» **Task to complete**:
Check each line of the material, and show the ones that include the word "BRAVO".

» **Data in this exercise**:
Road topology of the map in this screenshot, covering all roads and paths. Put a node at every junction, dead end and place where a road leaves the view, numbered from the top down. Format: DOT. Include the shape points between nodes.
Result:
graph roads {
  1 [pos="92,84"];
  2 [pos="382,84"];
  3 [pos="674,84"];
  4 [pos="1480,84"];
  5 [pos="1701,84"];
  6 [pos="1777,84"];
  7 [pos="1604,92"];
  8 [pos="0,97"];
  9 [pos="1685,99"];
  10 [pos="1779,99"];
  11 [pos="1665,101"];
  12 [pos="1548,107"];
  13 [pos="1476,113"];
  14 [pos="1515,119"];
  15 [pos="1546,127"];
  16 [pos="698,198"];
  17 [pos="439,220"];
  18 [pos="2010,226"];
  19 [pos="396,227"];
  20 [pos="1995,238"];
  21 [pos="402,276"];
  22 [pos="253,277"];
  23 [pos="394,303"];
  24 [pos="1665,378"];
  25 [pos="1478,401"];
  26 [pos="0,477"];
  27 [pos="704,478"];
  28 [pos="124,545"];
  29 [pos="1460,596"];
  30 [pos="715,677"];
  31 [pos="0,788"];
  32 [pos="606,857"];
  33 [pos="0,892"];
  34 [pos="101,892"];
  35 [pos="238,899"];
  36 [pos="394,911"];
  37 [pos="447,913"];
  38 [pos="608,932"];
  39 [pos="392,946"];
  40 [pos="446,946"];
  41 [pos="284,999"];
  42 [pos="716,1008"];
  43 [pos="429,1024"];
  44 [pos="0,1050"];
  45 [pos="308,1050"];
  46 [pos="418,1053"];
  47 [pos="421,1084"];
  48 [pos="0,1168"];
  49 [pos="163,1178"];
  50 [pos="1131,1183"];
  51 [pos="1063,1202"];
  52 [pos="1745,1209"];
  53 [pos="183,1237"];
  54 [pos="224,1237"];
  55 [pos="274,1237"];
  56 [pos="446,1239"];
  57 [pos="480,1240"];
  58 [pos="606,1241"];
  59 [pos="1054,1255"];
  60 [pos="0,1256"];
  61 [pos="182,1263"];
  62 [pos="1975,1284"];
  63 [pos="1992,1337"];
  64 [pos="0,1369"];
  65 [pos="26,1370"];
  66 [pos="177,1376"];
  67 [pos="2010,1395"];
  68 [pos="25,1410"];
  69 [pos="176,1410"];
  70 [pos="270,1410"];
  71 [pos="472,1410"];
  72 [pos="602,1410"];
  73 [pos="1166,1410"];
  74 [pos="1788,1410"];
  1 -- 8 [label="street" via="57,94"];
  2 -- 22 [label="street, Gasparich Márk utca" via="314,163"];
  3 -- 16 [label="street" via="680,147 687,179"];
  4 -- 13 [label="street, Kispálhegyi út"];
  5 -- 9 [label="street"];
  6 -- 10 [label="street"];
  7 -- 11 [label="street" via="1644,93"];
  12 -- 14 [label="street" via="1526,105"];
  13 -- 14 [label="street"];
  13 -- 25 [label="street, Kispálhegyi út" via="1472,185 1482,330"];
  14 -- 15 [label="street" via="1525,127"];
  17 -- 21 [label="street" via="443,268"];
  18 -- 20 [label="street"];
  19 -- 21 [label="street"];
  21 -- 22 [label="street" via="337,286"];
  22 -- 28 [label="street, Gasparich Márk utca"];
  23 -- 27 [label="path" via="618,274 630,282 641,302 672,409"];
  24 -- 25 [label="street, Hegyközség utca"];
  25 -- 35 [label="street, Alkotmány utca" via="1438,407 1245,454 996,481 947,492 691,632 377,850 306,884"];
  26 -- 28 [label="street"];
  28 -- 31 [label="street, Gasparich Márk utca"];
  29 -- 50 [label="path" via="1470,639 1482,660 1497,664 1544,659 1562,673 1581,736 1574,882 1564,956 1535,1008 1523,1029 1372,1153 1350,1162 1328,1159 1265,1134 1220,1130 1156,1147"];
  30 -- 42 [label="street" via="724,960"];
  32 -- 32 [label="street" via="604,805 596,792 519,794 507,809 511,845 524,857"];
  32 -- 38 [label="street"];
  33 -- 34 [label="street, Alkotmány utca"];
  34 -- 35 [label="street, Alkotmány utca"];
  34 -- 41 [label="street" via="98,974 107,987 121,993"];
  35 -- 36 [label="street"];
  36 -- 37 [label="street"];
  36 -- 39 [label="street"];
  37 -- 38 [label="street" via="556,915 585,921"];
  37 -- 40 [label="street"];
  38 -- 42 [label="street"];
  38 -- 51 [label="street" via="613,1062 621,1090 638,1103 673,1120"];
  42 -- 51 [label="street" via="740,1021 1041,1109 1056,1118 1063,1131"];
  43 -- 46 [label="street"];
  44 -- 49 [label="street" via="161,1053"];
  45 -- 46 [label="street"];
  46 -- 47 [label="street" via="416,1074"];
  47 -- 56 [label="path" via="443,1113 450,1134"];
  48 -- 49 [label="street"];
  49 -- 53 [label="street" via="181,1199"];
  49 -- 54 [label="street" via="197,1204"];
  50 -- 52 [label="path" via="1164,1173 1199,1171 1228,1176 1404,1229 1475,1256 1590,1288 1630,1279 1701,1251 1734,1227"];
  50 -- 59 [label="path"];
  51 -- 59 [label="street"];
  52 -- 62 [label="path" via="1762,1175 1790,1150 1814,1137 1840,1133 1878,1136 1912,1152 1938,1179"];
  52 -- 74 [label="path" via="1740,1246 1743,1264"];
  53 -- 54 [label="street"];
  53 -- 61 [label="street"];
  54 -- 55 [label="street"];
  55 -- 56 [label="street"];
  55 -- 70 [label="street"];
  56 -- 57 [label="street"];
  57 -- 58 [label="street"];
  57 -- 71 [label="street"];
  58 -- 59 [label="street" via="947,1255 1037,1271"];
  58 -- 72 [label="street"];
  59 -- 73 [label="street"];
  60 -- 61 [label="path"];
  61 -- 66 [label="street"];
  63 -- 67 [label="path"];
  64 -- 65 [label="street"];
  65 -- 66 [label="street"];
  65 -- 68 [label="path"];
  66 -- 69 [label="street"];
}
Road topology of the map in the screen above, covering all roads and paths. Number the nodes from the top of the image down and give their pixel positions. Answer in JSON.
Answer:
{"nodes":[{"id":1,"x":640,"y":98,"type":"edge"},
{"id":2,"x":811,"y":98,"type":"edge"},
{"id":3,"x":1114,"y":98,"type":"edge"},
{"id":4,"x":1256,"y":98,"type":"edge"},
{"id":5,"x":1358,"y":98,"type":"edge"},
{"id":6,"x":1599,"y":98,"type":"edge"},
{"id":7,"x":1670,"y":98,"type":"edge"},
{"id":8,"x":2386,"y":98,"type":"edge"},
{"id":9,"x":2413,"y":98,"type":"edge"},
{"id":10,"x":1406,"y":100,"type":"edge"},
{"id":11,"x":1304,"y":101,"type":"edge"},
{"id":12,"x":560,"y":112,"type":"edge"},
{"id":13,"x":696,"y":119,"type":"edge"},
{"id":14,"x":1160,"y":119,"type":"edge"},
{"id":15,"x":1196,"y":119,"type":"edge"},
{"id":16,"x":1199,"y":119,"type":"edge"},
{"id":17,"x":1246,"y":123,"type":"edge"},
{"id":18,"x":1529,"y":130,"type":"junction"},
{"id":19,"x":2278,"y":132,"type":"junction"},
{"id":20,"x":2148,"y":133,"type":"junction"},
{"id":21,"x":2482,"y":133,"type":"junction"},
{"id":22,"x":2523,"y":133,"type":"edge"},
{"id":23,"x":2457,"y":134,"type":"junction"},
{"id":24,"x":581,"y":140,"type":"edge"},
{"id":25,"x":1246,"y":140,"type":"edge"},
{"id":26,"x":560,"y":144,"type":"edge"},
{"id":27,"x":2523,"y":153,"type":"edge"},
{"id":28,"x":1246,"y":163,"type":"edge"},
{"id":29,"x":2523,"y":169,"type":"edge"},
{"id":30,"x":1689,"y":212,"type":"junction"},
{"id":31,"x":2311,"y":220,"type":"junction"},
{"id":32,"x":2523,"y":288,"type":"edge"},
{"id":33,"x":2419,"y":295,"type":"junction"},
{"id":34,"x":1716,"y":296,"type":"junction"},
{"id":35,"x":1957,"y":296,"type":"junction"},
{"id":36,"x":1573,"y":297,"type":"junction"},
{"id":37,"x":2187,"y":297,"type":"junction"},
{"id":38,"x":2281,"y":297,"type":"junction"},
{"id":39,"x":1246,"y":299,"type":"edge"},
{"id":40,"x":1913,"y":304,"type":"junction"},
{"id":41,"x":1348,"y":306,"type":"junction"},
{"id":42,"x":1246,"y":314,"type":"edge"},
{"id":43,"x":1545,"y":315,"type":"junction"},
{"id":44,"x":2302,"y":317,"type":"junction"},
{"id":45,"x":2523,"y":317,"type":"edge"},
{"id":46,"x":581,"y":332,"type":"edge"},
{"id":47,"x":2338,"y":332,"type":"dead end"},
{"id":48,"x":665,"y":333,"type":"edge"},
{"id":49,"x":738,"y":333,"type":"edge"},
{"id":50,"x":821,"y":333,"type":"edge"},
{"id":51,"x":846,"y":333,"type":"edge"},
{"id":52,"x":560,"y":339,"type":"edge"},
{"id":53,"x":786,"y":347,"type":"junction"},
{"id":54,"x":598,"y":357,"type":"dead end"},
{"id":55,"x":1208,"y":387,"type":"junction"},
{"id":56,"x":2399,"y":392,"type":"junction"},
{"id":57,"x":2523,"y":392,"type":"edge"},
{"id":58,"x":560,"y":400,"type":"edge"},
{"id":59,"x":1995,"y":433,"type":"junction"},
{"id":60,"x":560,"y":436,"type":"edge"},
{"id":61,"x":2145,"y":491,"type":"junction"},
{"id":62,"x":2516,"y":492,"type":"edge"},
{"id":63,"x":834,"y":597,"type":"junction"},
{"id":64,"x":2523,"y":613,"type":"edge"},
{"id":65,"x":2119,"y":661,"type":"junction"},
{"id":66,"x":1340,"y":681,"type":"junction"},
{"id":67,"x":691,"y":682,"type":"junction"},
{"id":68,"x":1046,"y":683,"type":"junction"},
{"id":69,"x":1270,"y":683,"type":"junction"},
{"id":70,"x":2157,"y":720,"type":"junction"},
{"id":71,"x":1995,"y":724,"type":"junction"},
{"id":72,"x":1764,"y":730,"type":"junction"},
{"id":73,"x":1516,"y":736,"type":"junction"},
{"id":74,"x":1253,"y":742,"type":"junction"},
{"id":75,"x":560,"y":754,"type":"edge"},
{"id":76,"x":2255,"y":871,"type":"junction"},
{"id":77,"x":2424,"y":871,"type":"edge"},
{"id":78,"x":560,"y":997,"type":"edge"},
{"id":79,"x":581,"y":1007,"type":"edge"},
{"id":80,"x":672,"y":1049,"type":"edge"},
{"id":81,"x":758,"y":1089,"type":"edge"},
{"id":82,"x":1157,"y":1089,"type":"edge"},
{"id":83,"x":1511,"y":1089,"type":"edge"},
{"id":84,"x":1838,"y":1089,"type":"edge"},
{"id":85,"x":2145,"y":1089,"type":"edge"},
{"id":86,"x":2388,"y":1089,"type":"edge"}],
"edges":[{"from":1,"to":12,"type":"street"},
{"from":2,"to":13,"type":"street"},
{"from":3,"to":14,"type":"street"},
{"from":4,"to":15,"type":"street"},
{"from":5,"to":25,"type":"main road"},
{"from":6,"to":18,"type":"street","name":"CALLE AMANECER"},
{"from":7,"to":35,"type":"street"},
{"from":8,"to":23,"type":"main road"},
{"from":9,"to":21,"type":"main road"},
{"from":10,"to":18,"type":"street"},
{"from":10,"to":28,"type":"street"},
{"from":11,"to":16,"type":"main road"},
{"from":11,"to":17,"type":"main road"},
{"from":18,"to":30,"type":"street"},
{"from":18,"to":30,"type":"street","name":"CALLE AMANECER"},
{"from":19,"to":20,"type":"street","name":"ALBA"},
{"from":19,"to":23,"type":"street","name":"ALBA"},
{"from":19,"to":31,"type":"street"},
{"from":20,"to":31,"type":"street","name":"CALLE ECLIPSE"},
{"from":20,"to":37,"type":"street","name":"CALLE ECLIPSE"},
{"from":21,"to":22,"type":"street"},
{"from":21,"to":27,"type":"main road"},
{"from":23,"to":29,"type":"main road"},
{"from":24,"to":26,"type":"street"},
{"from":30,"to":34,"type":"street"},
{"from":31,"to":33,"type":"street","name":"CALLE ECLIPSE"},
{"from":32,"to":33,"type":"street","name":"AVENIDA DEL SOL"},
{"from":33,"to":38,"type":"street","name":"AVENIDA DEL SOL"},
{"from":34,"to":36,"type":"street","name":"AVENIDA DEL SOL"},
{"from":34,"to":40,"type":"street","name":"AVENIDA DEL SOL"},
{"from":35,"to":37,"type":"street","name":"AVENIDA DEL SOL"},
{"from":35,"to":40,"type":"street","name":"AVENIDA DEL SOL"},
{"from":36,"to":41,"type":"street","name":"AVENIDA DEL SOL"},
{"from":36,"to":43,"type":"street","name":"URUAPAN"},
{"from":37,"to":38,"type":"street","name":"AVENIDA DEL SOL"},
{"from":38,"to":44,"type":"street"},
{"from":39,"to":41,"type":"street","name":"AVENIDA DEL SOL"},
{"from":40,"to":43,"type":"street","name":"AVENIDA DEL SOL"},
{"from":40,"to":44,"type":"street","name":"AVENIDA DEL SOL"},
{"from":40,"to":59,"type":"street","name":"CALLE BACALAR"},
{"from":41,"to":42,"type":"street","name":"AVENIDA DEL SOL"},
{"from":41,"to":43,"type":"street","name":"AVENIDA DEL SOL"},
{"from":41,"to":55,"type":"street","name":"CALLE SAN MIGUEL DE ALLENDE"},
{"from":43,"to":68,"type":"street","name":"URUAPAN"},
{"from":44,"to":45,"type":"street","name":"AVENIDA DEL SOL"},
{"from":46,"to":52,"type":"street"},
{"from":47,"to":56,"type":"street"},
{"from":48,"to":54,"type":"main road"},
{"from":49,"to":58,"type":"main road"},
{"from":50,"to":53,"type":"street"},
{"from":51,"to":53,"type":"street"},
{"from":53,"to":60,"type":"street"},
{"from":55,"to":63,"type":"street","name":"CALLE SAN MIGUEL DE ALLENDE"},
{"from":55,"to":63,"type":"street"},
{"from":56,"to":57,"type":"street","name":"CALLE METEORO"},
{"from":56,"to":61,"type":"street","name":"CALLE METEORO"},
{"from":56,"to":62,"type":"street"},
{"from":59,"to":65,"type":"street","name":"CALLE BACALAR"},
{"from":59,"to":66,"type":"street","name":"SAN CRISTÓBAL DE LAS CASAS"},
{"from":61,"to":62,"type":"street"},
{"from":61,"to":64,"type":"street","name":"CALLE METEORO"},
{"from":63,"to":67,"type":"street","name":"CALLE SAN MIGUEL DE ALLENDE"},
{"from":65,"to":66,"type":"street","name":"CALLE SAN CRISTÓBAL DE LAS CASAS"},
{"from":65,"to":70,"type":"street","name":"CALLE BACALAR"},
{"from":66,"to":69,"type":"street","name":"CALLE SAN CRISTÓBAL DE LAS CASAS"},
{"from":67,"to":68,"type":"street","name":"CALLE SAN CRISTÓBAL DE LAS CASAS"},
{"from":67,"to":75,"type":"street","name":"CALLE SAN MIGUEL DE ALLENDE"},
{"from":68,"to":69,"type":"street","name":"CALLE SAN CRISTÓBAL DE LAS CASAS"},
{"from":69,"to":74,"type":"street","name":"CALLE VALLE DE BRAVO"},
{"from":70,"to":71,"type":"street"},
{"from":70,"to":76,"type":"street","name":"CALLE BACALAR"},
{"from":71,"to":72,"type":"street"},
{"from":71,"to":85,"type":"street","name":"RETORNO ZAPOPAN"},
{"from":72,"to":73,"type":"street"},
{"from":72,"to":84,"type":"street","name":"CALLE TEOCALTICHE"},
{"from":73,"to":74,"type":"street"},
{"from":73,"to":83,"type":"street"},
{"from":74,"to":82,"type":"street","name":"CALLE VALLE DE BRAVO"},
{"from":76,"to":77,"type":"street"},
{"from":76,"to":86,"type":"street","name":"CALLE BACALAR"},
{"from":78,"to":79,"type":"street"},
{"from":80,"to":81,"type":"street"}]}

» **Answer section**:
{"from":69,"to":74,"type":"street","name":"CALLE VALLE DE BRAVO"},
{"from":74,"to":82,"type":"street","name":"CALLE VALLE DE BRAVO"},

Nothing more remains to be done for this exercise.